From frog oocytes to mammalian cells: substantial differences in modulation of NaV1.4 channel slow kinetic behaviour by the β1 subunit

Background Voltage gated sodium channels consist of an α subunit and several modulating β subunits. Upon depolarization, the α subunit first opens and then enters into different types of inactivated states. When expressed in mammalian cells, the β1 subunit has been shown to modulate the kinetics of fast inactivation. Here, we tested whether a very stable inactivated state, which we refer to as ultra-slow inactivation (Ius), is subject to modulation by the β1 subunit of the sodium channel.

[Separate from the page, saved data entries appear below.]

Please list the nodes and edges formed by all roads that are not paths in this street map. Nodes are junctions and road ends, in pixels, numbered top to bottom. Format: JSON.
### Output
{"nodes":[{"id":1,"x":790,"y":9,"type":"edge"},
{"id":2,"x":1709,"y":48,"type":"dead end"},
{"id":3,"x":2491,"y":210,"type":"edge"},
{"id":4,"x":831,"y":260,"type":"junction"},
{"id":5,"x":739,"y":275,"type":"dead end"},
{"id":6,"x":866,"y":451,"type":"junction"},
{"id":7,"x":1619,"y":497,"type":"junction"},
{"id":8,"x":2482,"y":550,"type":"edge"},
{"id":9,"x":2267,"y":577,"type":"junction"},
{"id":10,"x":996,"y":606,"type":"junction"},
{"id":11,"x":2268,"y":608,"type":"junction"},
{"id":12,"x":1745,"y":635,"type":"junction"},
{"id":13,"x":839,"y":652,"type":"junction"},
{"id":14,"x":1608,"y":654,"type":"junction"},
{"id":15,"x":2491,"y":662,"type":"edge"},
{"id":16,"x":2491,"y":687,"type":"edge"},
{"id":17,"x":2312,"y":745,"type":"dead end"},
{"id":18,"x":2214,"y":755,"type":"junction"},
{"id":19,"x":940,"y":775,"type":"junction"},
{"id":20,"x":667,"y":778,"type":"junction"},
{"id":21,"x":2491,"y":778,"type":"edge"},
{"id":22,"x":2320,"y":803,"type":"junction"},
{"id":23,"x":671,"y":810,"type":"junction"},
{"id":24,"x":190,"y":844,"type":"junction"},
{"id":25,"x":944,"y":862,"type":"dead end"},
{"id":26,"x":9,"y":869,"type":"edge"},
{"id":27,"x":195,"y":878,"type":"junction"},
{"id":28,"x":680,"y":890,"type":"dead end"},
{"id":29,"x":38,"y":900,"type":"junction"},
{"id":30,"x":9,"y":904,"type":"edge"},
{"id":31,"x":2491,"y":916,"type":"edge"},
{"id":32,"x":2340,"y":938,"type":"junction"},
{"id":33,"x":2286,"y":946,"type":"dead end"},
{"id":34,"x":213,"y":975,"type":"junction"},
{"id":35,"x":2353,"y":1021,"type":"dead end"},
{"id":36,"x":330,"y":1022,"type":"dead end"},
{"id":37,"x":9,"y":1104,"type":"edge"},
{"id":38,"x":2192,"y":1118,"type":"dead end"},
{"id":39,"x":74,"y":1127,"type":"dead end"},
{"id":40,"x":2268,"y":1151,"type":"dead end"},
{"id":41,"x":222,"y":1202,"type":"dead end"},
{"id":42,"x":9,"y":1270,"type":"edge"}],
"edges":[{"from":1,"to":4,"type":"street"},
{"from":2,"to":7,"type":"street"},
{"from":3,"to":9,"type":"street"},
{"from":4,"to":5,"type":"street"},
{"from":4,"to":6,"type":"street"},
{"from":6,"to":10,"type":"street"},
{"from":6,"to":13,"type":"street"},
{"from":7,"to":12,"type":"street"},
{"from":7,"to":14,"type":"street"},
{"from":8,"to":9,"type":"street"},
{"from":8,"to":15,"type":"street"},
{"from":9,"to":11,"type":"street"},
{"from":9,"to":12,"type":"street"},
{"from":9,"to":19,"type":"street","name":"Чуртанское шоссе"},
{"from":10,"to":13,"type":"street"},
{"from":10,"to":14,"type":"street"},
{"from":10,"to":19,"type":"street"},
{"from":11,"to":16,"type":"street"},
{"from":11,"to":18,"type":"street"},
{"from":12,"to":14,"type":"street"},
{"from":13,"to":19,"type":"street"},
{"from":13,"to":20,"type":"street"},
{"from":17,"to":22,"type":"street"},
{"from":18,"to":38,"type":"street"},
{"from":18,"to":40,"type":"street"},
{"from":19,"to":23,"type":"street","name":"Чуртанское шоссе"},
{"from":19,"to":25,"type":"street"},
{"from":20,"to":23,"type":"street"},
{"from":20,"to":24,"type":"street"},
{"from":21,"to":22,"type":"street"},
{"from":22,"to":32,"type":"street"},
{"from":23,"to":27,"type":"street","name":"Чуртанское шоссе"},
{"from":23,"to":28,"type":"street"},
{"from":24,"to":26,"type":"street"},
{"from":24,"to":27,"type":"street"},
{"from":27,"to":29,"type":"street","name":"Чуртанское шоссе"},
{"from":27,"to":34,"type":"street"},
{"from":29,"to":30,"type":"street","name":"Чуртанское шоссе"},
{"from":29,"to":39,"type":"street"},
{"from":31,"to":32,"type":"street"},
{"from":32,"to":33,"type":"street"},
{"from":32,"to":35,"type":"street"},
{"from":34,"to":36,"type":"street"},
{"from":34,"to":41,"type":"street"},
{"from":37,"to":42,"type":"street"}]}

Previously, we showed that NaV1.4 channels, containing the mutation K1237E in the selectivity filter, had enhanced entry into Ius when expressed in Xenopus oocytes. Coexpression of the β1 subunit in this system had no effect on Ius. However, the kinetic behaviour of NaV1.4 may vary between the Xenopus oocyte system and mammalian expression systems. As both systems are widely used in ion channel research, it appeared of interest to evaluate the kinetic effect of coexpression of β1 in a mammalian expression system. Therefore, we tested whether Ius could be reproduced in TSA201 mammalian cells and whether it is subject to modulation by the β1 subunit in this system.